Task data Start Marker

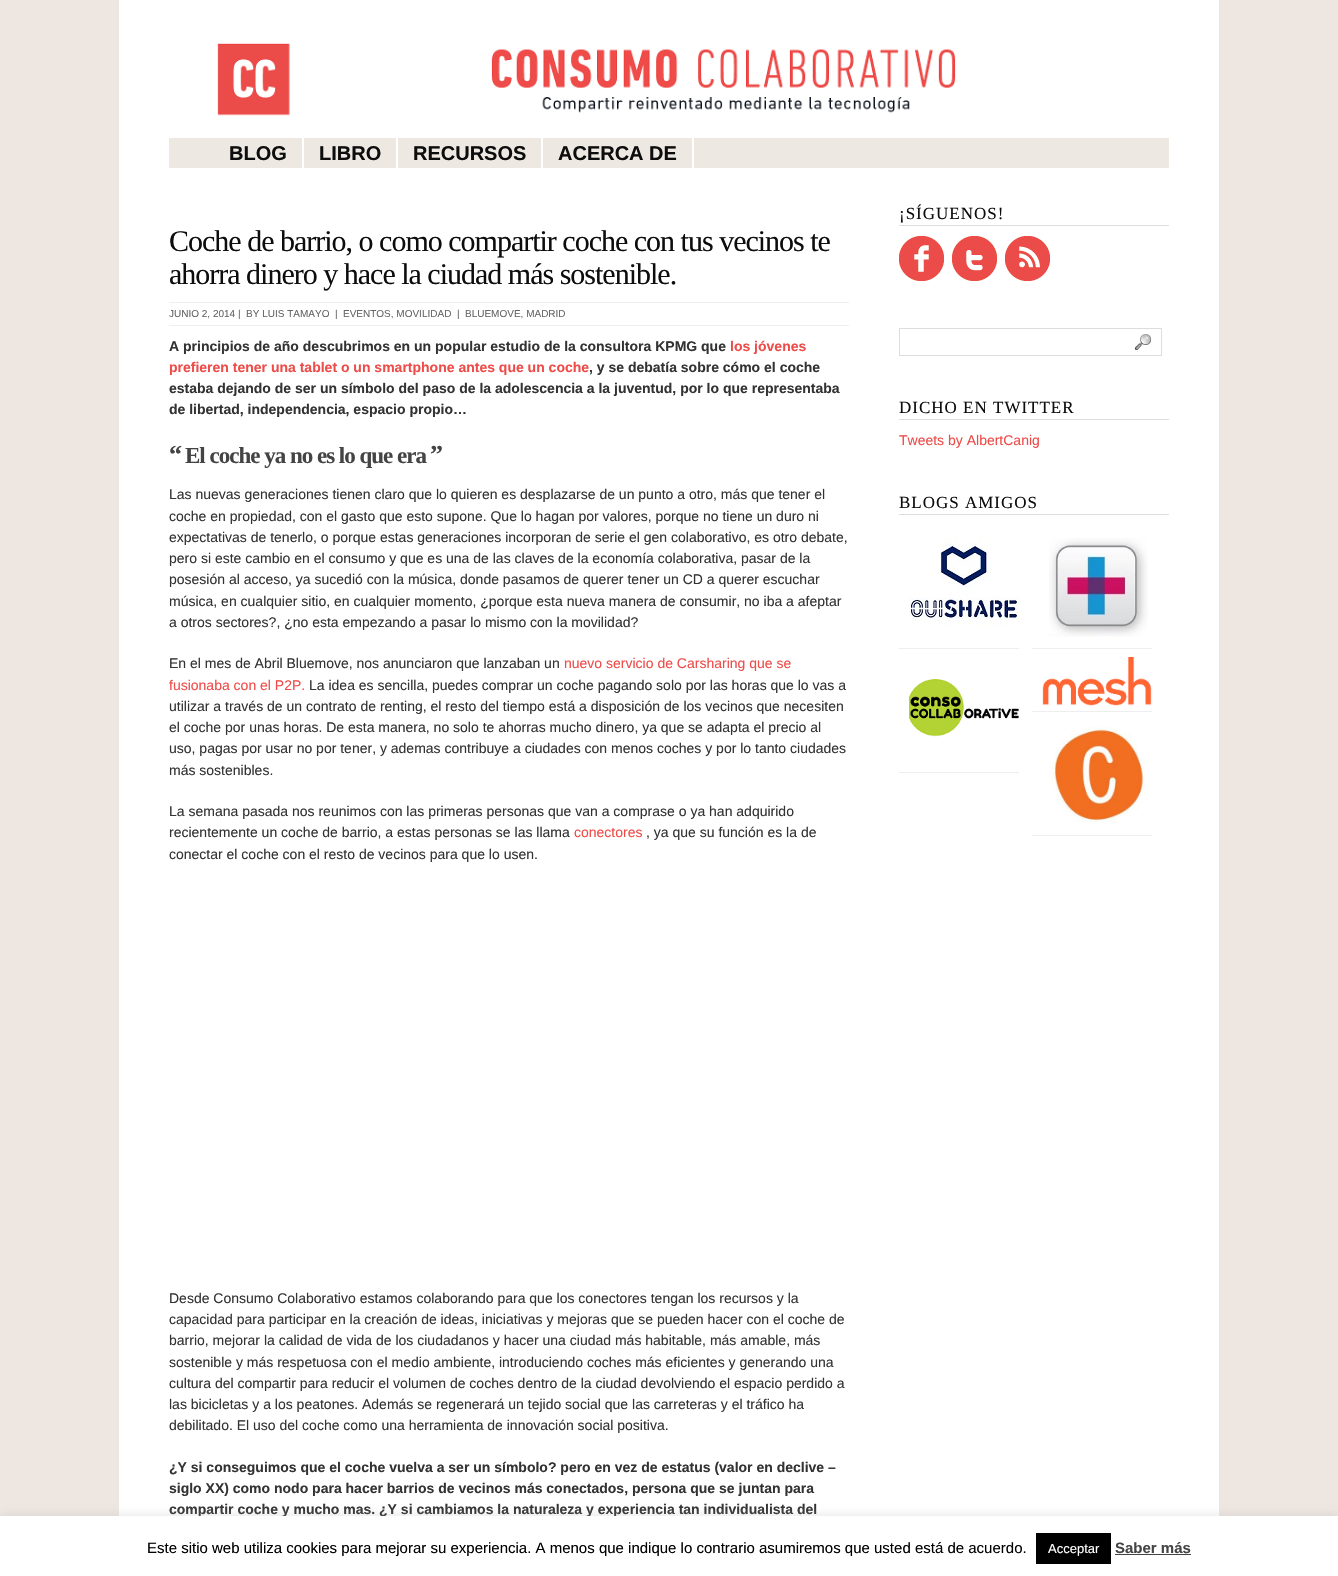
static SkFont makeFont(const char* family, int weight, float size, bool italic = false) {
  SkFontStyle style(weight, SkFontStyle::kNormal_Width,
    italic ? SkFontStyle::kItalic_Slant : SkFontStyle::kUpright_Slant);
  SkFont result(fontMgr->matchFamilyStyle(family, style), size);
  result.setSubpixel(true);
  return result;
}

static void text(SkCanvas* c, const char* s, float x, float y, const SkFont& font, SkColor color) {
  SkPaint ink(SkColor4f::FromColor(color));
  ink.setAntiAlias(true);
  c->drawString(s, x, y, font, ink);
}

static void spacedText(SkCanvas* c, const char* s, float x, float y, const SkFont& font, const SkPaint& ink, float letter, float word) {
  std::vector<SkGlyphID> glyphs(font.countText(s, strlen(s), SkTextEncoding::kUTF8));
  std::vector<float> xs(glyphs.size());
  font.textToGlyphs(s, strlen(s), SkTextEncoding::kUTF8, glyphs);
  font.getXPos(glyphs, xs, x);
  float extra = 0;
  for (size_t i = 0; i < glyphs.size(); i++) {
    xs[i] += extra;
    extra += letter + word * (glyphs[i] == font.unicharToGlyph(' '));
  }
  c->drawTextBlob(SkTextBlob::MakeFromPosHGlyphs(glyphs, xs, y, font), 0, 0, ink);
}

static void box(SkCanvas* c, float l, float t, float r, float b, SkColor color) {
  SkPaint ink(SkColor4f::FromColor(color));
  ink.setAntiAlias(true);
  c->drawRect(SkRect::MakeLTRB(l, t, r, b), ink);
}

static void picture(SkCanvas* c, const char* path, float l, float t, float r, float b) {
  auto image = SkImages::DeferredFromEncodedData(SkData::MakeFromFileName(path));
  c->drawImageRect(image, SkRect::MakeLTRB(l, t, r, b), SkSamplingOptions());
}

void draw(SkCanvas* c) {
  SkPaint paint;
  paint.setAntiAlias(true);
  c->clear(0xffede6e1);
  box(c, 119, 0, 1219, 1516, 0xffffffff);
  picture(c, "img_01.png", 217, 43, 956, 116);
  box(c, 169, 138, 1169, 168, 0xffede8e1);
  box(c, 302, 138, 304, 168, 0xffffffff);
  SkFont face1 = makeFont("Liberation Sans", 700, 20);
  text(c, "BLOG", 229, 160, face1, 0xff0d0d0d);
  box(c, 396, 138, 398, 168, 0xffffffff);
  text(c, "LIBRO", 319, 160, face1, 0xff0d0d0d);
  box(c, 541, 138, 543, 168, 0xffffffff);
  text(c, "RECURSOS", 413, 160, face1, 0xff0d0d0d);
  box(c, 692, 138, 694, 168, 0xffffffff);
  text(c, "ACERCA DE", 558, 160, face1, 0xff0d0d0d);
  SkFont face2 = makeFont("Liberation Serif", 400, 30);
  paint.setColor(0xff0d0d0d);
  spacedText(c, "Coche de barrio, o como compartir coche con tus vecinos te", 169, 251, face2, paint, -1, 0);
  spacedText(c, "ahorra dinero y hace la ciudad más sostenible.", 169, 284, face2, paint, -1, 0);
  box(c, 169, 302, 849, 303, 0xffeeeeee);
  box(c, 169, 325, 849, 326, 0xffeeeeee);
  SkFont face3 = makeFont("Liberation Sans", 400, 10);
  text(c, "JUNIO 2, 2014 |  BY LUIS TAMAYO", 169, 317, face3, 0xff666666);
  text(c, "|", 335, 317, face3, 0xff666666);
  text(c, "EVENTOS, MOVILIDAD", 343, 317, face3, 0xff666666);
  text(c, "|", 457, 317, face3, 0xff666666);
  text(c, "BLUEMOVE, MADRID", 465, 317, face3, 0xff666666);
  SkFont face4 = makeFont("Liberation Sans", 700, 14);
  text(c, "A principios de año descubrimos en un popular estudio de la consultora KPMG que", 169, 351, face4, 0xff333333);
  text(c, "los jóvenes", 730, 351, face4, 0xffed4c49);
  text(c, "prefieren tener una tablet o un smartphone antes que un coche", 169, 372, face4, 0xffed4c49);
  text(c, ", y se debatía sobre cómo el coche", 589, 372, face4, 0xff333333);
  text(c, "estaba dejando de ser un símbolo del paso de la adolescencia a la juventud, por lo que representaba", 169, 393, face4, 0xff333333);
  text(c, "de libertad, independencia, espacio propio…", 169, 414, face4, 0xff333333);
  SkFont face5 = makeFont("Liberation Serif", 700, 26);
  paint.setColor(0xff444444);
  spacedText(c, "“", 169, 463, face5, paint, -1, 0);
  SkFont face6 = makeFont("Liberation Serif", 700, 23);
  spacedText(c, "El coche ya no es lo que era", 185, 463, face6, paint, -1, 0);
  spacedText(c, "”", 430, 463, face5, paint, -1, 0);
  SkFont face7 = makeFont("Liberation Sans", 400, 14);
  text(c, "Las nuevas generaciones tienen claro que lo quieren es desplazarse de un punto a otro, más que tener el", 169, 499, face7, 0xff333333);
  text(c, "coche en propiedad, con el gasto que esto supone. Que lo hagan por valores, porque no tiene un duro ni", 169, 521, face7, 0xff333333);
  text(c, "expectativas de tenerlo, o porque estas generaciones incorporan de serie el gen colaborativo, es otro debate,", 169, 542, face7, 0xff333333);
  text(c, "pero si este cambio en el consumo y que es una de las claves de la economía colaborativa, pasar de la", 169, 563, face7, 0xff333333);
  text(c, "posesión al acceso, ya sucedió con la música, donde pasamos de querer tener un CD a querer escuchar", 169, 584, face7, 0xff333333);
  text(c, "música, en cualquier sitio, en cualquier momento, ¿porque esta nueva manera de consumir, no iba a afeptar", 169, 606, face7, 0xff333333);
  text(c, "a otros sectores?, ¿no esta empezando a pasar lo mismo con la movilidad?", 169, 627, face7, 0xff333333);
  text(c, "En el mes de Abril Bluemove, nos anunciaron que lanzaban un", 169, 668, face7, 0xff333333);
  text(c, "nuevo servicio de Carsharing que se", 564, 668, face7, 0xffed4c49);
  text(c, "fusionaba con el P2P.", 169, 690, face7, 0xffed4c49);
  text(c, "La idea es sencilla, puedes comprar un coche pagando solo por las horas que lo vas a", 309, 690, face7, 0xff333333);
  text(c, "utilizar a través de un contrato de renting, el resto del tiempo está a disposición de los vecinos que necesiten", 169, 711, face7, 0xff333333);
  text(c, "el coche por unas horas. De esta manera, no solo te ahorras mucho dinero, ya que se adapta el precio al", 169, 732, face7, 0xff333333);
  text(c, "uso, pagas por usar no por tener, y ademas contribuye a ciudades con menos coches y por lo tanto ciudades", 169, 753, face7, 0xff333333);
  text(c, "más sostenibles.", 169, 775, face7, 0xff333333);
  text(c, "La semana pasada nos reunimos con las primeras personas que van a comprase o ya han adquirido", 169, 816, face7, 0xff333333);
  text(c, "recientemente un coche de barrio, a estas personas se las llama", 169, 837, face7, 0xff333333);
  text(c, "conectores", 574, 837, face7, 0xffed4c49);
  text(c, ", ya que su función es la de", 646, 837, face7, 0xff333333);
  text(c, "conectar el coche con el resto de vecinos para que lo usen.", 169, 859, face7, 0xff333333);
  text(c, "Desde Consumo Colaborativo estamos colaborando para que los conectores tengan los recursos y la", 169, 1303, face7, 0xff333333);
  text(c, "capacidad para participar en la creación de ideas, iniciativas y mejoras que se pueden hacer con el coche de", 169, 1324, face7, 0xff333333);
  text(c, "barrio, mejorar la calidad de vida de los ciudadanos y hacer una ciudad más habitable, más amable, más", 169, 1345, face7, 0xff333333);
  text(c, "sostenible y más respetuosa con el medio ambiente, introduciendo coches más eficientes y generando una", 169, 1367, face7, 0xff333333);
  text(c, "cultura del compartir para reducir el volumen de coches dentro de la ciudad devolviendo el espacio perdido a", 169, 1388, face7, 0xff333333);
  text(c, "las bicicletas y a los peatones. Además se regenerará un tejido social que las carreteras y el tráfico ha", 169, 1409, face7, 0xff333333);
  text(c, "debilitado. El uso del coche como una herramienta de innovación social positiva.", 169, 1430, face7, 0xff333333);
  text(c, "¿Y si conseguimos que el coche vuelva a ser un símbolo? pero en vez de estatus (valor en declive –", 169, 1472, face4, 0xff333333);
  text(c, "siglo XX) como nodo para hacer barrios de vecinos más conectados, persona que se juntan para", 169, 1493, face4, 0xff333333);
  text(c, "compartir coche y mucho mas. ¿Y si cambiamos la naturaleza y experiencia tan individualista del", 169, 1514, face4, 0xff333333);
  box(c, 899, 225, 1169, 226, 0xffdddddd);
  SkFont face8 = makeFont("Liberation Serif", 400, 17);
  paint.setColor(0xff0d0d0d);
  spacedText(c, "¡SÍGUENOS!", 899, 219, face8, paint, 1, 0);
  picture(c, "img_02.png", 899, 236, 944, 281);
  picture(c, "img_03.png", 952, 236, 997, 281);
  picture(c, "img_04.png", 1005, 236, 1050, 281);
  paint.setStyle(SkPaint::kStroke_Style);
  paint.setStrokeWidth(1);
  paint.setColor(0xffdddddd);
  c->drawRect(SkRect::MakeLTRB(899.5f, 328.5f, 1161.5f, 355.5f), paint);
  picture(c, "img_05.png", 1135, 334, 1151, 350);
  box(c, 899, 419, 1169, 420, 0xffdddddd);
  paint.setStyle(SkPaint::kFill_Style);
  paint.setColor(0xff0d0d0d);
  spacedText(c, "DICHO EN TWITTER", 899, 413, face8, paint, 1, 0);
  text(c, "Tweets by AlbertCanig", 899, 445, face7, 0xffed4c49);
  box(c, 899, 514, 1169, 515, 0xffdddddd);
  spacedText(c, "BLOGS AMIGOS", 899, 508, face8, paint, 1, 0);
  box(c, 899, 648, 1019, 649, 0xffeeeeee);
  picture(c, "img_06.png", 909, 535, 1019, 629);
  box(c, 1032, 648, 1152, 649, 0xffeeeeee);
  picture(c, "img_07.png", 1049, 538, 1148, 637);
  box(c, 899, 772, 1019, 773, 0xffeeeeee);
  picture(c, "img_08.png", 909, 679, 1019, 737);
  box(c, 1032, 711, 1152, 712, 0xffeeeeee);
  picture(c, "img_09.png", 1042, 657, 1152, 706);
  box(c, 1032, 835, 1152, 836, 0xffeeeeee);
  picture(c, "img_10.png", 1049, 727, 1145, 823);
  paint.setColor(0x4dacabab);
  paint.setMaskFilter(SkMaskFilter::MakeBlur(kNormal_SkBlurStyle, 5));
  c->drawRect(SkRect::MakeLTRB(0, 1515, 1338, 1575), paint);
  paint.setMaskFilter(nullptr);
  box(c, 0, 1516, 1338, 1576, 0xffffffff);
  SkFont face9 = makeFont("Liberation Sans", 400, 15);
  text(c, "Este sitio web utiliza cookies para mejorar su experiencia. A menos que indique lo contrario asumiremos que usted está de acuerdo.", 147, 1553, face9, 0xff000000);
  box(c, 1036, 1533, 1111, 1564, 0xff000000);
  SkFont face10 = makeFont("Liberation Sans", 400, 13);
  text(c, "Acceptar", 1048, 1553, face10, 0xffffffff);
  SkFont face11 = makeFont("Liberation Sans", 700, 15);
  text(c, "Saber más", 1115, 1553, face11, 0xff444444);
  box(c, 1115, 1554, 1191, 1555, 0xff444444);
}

Task data End Marker

Report how many lines in the data above contain "path", without any other words.

2